Queridos irmãos e irmãs!

Depois de amanhã, 9 de Outubro, completar-se-ão 400 anos da morte de São João Leonardo, fundador da Ordem religiosa dos Clérigos Regulares da Mãe de Deus, canonizado a 17 de Abril de 1938 e eleito Padroeiro dos farmacêuticos no dia 8 de Agosto de 2006. Ele é recordado também pelo grande anseio missionário. Juntamente com Mons. João Baptista Vives e com o jesuíta Martin de Funes, projectou e contribuiu para a instituição de uma específica Congregação da Santa Sé para as missões, a de Propaganda Fide, e para o futuro nascimento do Colégio Urbano de Propaganda Fide, que no decorrer dos séculos forjou milhares de sacerdotes, muitos deles mártires, para evangelizar os povos. Trata-se portanto de uma luminosa figura de sacerdote, que me apraz indicar a todos os presbíteros neste Ano sacerdotal, como exemplo. Faleceu em 1609 devido a uma gripe contraída quando se prodigalizava na cura de quantos, no bairro romano de Campitelli, tinham sido atingidos pela epidemia.

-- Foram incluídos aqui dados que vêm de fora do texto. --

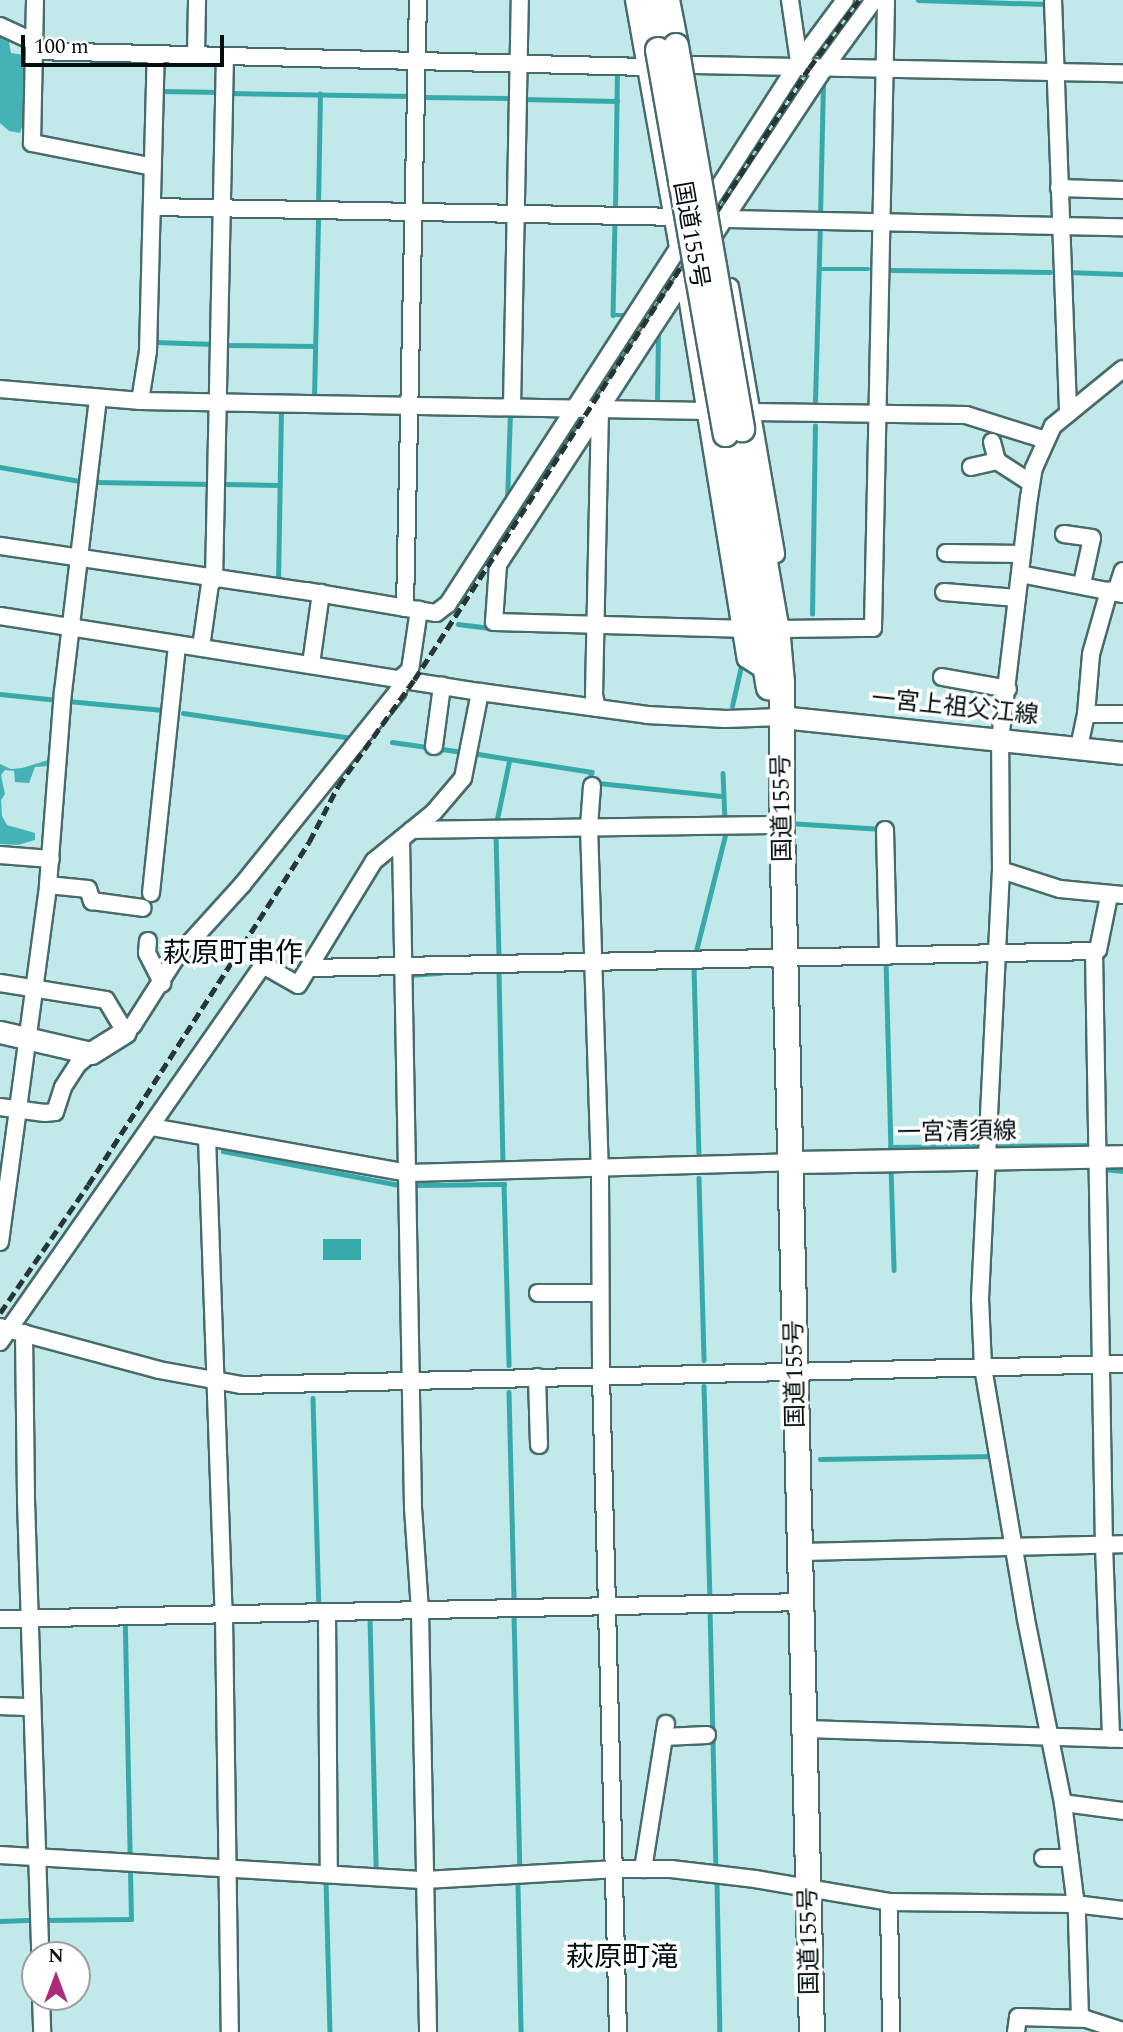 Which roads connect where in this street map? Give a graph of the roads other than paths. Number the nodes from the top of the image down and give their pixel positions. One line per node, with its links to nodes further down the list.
1 (35, 0): 15 (street)
2 (197, 0): 17 (street)
3 (418, 0): 20 (street)
4 (520, 0): 21 (street)
5 (634, 0): 19 (street)
6 (650, 0): 19 (highway, 国道155号)
7 (667, 0): 19 (highway, 国道155号)
8 (678, 0): 19 (street)
9 (790, 0): 22 (street)
10 (845, 0): 22 (street)
11 (874, 0): 23 (street)
12 (886, 0): 24 (street)
13 (1053, 0): 25 (street)
14 (0, 26): 15 (street)
15 (35, 46): 16 (street); 27 (street)
16 (156, 54): 17 (street); 27 (street)
17 (196, 54): 18 (street)
18 (225, 55): 20 (street); 32 (street)
19 (667, 57): 21 (street); 22 (street); 30 (street); 35 (street); 55 (highway, 国道155号, bridge)
20 (418, 60): 21 (street); 33 (street)
21 (519, 62): 34 (street)
22 (798, 64): 23 (street); 30 (street)
23 (825, 67): 24 (street); 37 (street)
24 (884, 68): 25 (street); 38 (street)
25 (1055, 72): 26 (street); 28 (street)
26 (1123, 73)
27 (153, 167): 31 (street)
28 (1059, 188): 29 (street); 39 (street)
29 (1123, 190)
30 (713, 195): 36 (street); 37 (street)
31 (152, 207): 32 (street); 46 (street)
32 (222, 209): 33 (street); 47 (street)
33 (415, 213): 34 (street); 48 (street)
34 (515, 214): 35 (street); 49 (street)
35 (673, 216): 36 (street); 41 (street)
36 (699, 217): 41 (street)
37 (722, 222): 38 (street); 42 (street); 55 (street)
38 (881, 222): 39 (street); 54 (street)
39 (1061, 226): 40 (street); 53 (street)
40 (1123, 227)
41 (678, 248): 42 (street); 50 (street)
42 (684, 281): 51 (street); 52 (street)
43 (1123, 369): 53 (street)
44 (0, 389): 45 (street)
45 (98, 398): 46 (street); 65 (street)
46 (140, 401): 47 (street)
47 (219, 403): 48 (street); 68 (street)
48 (410, 407): 49 (street); 74 (street)
49 (512, 407): 50 (street)
50 (575, 408): 51 (street); 74 (street)
51 (601, 408): 52 (street); 76 (street); 76 (street)
52 (707, 411): 78 (street)
53 (1068, 413): 56 (street)
54 (878, 415): 55 (street); 56 (street); 79 (street)
55 (740, 425): 79 (highway, 国道155号); 83 (highway, 国道155号)
56 (1045, 440): 60 (street)
57 (992, 442): 58 (street)
58 (997, 461): 59 (street); 60 (street)
59 (971, 467)
60 (1031, 483): 64 (street)
61 (1064, 534): 69 (street)
62 (0, 546): 65 (street)
63 (946, 553): 64 (street)
64 (1022, 554): 67 (street)
65 (81, 558): 68 (street); 77 (street)
66 (1123, 571): 71 (street)
67 (1020, 574): 69 (street); 73 (street)
68 (214, 580): 72 (street); 81 (street)
69 (1082, 584): 71 (street)
70 (944, 592): 73 (street)
71 (1116, 592): 90 (street)
72 (320, 593): 74 (street); 82 (street)
73 (1017, 598): 87 (street)
74 (412, 609): 85 (street)
75 (0, 616): 77 (street)
76 (596, 625): 78 (street); 89 (street)
77 (71, 627): 80 (street); 103 (street)
78 (741, 629): 83 (street)
79 (778, 638): 92 (highway, 国道155号)
80 (177, 644): 81 (street); 106 (street)
81 (201, 647): 82 (street)
82 (311, 664): 85 (street)
83 (765, 672): 92 (highway, 国道155号)
84 (942, 677): 87 (street)
85 (401, 678): 86 (street); 118 (street)
86 (442, 686): 88 (street); 94 (street)
87 (1008, 689): 93 (street)
88 (480, 692): 89 (street); 101 (street)
89 (597, 708): 92 (street)
90 (1086, 714): 91 (street); 95 (street)
91 (1123, 714)
92 (781, 717): 93 (main road, 一宮上祖父江線); 98 (highway, 国道155号)
93 (1000, 740): 95 (main road, 一宮上祖父江線); 104 (street)
94 (434, 746)
95 (1079, 747): 96 (main road, 一宮上祖父江線)
96 (1123, 752)
97 (592, 786): 99 (street)
98 (782, 825): 99 (street); 113 (highway, 国道155号)
99 (589, 826): 101 (street); 114 (street)
100 (885, 830): 112 (street)
101 (407, 835): 115 (street); 116 (street)
102 (0, 855): 103 (street)
103 (51, 859): 105 (street)
104 (1001, 870): 107 (street); 111 (street)
105 (48, 885): 108 (street); 119 (street)
106 (151, 893)
107 (1116, 895): 110 (street)
108 (143, 908)
109 (148, 941): 118 (street)
110 (1094, 951): 111 (street); 128 (street)
111 (995, 953): 112 (street); 130 (street)
112 (888, 956): 113 (street)
113 (786, 957): 114 (street); 131 (highway, 国道155号)
114 (592, 963): 116 (street); 132 (street)
115 (310, 968): 116 (street); 126 (street)
116 (403, 968): 133 (street)
117 (0, 983): 119 (street)
118 (162, 983): 121 (street)
119 (33, 988): 121 (street); 122 (street)
120 (0, 1032): 122 (main road)
121 (125, 1032): 123 (main road)
122 (28, 1037): 123 (main road); 125 (street)
123 (91, 1053): 125 (street)
124 (0, 1107): 125 (street)
125 (19, 1109): 134 (street)
126 (152, 1127): 127 (street); 137 (street)
127 (207, 1137): 133 (street); 144 (street)
128 (1098, 1156): 129 (main road, 一宮清須線); 130 (main road, 一宮清須線); 138 (street)
129 (1123, 1156)
130 (987, 1158): 131 (main road, 一宮清須線); 140 (street)
131 (792, 1162): 132 (street); 141 (highway, 国道155号)
132 (599, 1169): 133 (street); 136 (street)
133 (408, 1173): 145 (street)
134 (0, 1242)
135 (538, 1293): 136 (street)
136 (599, 1293): 142 (street)
137 (8, 1333): 144 (street); 157 (street)
138 (1101, 1364): 139 (street); 140 (street); 148 (street)
139 (1123, 1364)
140 (983, 1367): 141 (street); 149 (street)
141 (796, 1370): 142 (street); 150 (highway, 国道155号)
142 (601, 1375): 143 (street); 152 (street)
143 (537, 1377): 145 (street); 146 (street)
144 (216, 1381): 145 (street); 155 (street)
145 (412, 1381): 153 (street)
146 (539, 1445)
147 (1123, 1544): 148 (street)
148 (1104, 1545): 149 (street); 163 (street)
149 (1014, 1548): 150 (street); 162 (street)
150 (800, 1552): 151 (highway, 国道155号)
151 (803, 1602): 152 (street); 160 (highway, 国道155号)
152 (607, 1605): 153 (street); 171 (street)
153 (420, 1611): 154 (street); 174 (street)
154 (327, 1614): 155 (street); 173 (street)
155 (224, 1616): 157 (street); 170 (street)
156 (0, 1619): 157 (street)
157 (31, 1619): 159 (street)
158 (0, 1706): 159 (street)
159 (32, 1707): 167 (street)
160 (805, 1728): 162 (street); 175 (highway, 国道155号)
161 (706, 1735): 172 (street)
162 (1049, 1737): 163 (street); 164 (street)
163 (1117, 1739)
164 (1063, 1803): 165 (street); 169 (street)
165 (1123, 1811)
166 (0, 1855): 167 (street)
167 (37, 1857): 170 (street); 179 (street)
168 (1043, 1858): 169 (street)
169 (1070, 1858): 177 (street)
170 (227, 1868): 173 (street); 184 (street)
171 (613, 1869): 172 (street); 174 (street); 186 (street)
172 (643, 1869): 175 (street)
173 (329, 1874): 174 (street)
174 (425, 1880): 185 (street)
175 (809, 1889): 176 (street); 187 (highway, 国道155号)
176 (889, 1902): 177 (street); 188 (street)
177 (1075, 1904): 178 (street); 181 (street)
178 (1123, 1910)
179 (40, 1941)
180 (41, 2011): 183 (street)
181 (1080, 2018): 182 (street); 189 (street)
182 (1123, 2031)
183 (42, 2032)
184 (230, 2032)
185 (428, 2032)
186 (618, 2032)
187 (812, 2032)
188 (891, 2032)
189 (1016, 2032) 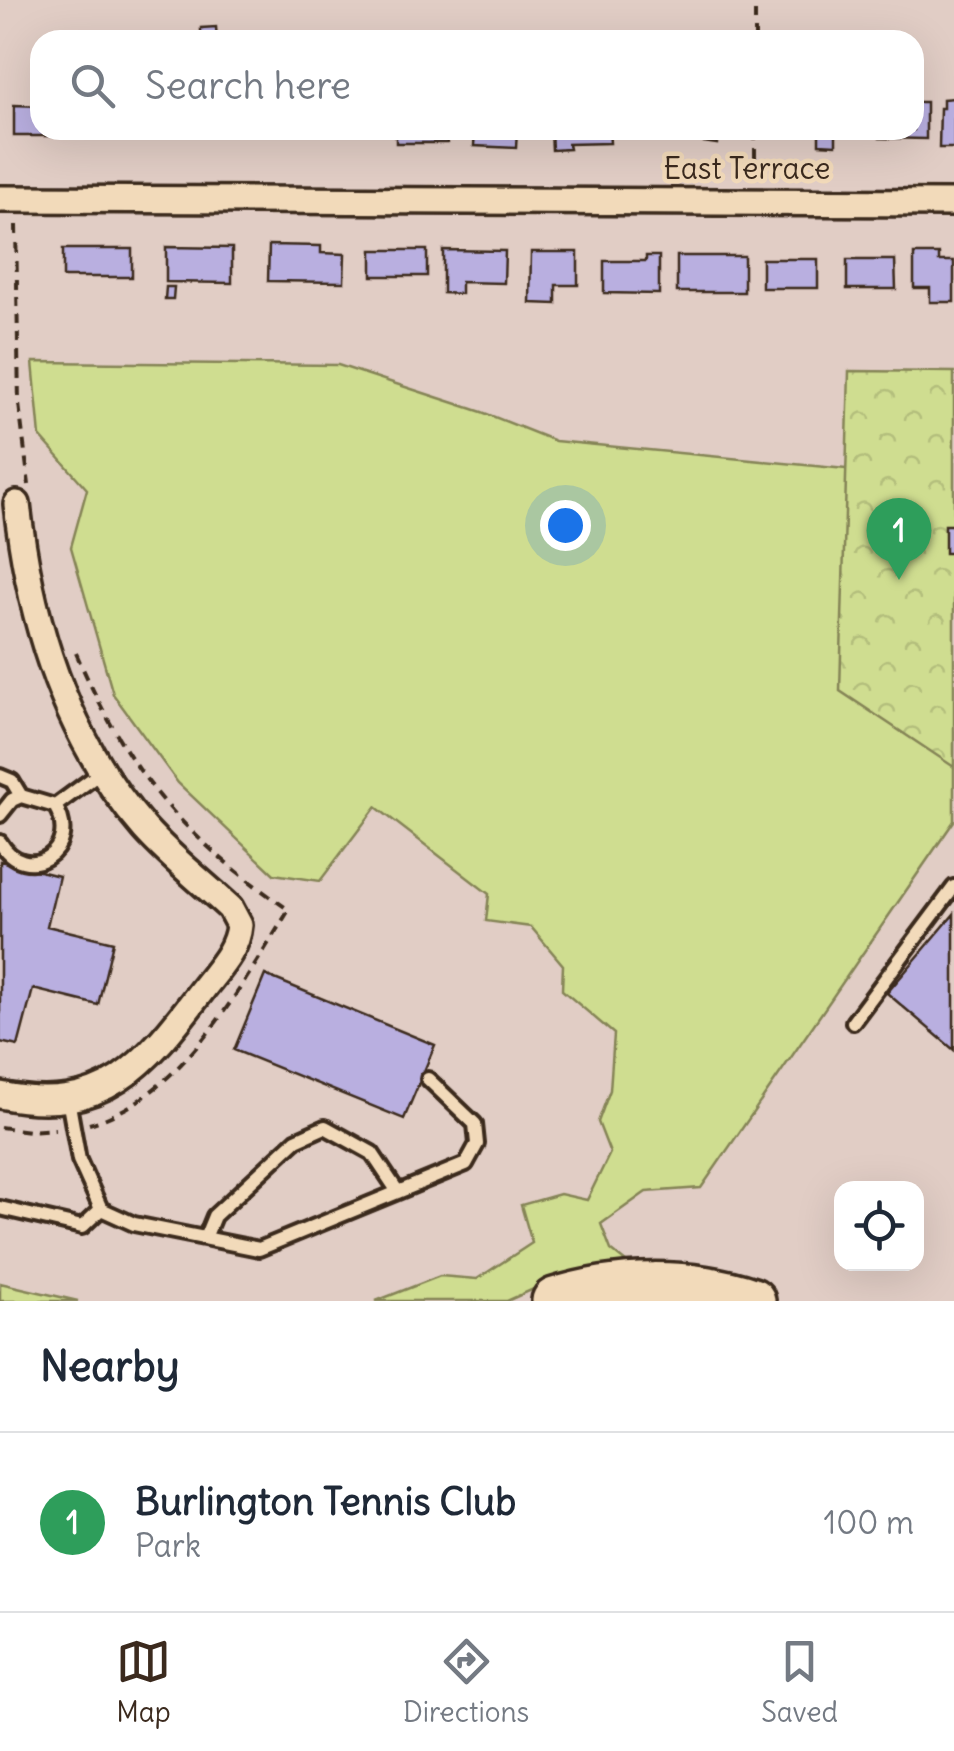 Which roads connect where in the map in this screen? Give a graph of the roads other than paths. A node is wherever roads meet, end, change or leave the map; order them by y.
1 (8, 199) edge
2 (954, 202) edge
3 (24, 502) road end
4 (104, 770) junction
5 (0, 776) edge
6 (21, 796) junction
7 (55, 806) junction
8 (0, 815) edge
9 (0, 842) edge
10 (954, 888) edge
11 (853, 1022) dead end
12 (428, 1080) dead end
13 (0, 1094) edge
14 (68, 1098) junction
15 (398, 1192) junction
16 (0, 1208) edge
17 (101, 1209) junction
18 (206, 1238) junction
19 (555, 1301) edge
20 (752, 1301) edge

João Leonardo nasceu em 1541 em Diecimo, na província de Lucca. Último de sete irmãos, teve uma adolescência marcada por ritmos de fé vivida num núcleo familiar sadio e laborioso, e por uma frequência assídua de uma loja de aromas e de medicamentos da sua terra natal. Aos 17 anos o pai inscreveu-o num curso regular de especiarias em Lucca, com a finalidade de que se tornasse farmacêutico, aliás um boticário, como se dizia então. Por cerca de um decénio o jovem João Leonardo foi seu atento e diligente frequentador, mas quando, segundo as normas previstas pela antiga República de Lucca, adquiriu o reconhecimento oficial que o teria autorizado a abrir uma sua mercearia, começou a pensar se não chegara o momento de realizar um projecto que tinha desde sempre no coração. Depois de uma reflexão madura decidiu encaminhar-se para o sacerdócio. E assim, tendo deixado a mercearia, e adquirido uma adequada formação teológica, foi ordenado sacerdote e no dia da Epifania de 1572 celebrou a primeira Missa. Contudo não abandonou a paixão pela farmacopeia, porque sentia que a mediação profissional de farmacêutico lhe teria permitido  realizar  plenamente  a  sua  vocação,  a  de  transmitir  aos  homens, mediante uma vida santa, "a medicina de Deus", que é Jesus Cristo crucificado e ressuscitado, "medida de todas as coisas".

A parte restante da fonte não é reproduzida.